**Exercise:** Repeat the records. Match each character exactly.

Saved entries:
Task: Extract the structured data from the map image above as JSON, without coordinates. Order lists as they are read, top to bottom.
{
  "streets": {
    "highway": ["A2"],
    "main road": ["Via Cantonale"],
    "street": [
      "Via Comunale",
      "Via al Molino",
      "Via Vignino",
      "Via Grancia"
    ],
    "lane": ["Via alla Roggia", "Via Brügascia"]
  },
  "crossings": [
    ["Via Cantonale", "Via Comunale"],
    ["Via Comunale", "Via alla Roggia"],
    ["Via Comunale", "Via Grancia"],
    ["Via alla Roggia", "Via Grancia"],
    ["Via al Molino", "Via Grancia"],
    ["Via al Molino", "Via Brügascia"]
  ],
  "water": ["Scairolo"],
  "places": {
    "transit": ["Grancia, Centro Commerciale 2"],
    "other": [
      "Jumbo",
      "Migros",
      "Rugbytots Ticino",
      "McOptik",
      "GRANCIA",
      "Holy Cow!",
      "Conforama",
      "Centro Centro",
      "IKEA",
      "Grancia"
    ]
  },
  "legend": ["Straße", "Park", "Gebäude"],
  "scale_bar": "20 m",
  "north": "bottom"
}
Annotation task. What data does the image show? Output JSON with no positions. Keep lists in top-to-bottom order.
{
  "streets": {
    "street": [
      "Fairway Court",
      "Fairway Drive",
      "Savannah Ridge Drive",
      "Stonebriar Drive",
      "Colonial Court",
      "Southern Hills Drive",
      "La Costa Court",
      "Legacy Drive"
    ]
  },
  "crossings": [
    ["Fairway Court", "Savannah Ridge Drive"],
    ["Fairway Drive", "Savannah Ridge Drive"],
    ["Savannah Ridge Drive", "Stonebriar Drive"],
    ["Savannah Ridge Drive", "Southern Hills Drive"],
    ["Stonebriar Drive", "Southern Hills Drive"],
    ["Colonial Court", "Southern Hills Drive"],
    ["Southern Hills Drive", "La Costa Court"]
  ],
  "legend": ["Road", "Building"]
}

**Solution for this problem:**
Task: Extract the structured data from the map image above as JSON, without coordinates. Order lists as they are read, top to bottom.
{
  "streets": {
    "highway": ["A2"],
    "main road": ["Via Cantonale"],
    "street": [
      "Via Comunale",
      "Via al Molino",
      "Via Vignino",
      "Via Grancia"
    ],
    "lane": ["Via alla Roggia", "Via Brügascia"]
  },
  "crossings": [
    ["Via Cantonale", "Via Comunale"],
    ["Via Comunale", "Via alla Roggia"],
    ["Via Comunale", "Via Grancia"],
    ["Via alla Roggia", "Via Grancia"],
    ["Via al Molino", "Via Grancia"],
    ["Via al Molino", "Via Brügascia"]
  ],
  "water": ["Scairolo"],
  "places": {
    "transit": ["Grancia, Centro Commerciale 2"],
    "other": [
      "Jumbo",
      "Migros",
      "Rugbytots Ticino",
      "McOptik",
      "GRANCIA",
      "Holy Cow!",
      "Conforama",
      "Centro Centro",
      "IKEA",
      "Grancia"
    ]
  },
  "legend": ["Straße", "Park", "Gebäude"],
  "scale_bar": "20 m",
  "north": "bottom"
}
Annotation task. What data does the image show? Output JSON with no positions. Keep lists in top-to-bottom order.
{
  "streets": {
    "street": [
      "Fairway Court",
      "Fairway Drive",
      "Savannah Ridge Drive",
      "Stonebriar Drive",
      "Colonial Court",
      "Southern Hills Drive",
      "La Costa Court",
      "Legacy Drive"
    ]
  },
  "crossings": [
    ["Fairway Court", "Savannah Ridge Drive"],
    ["Fairway Drive", "Savannah Ridge Drive"],
    ["Savannah Ridge Drive", "Stonebriar Drive"],
    ["Savannah Ridge Drive", "Southern Hills Drive"],
    ["Stonebriar Drive", "Southern Hills Drive"],
    ["Colonial Court", "Southern Hills Drive"],
    ["Southern Hills Drive", "La Costa Court"]
  ],
  "legend": ["Road", "Building"]
}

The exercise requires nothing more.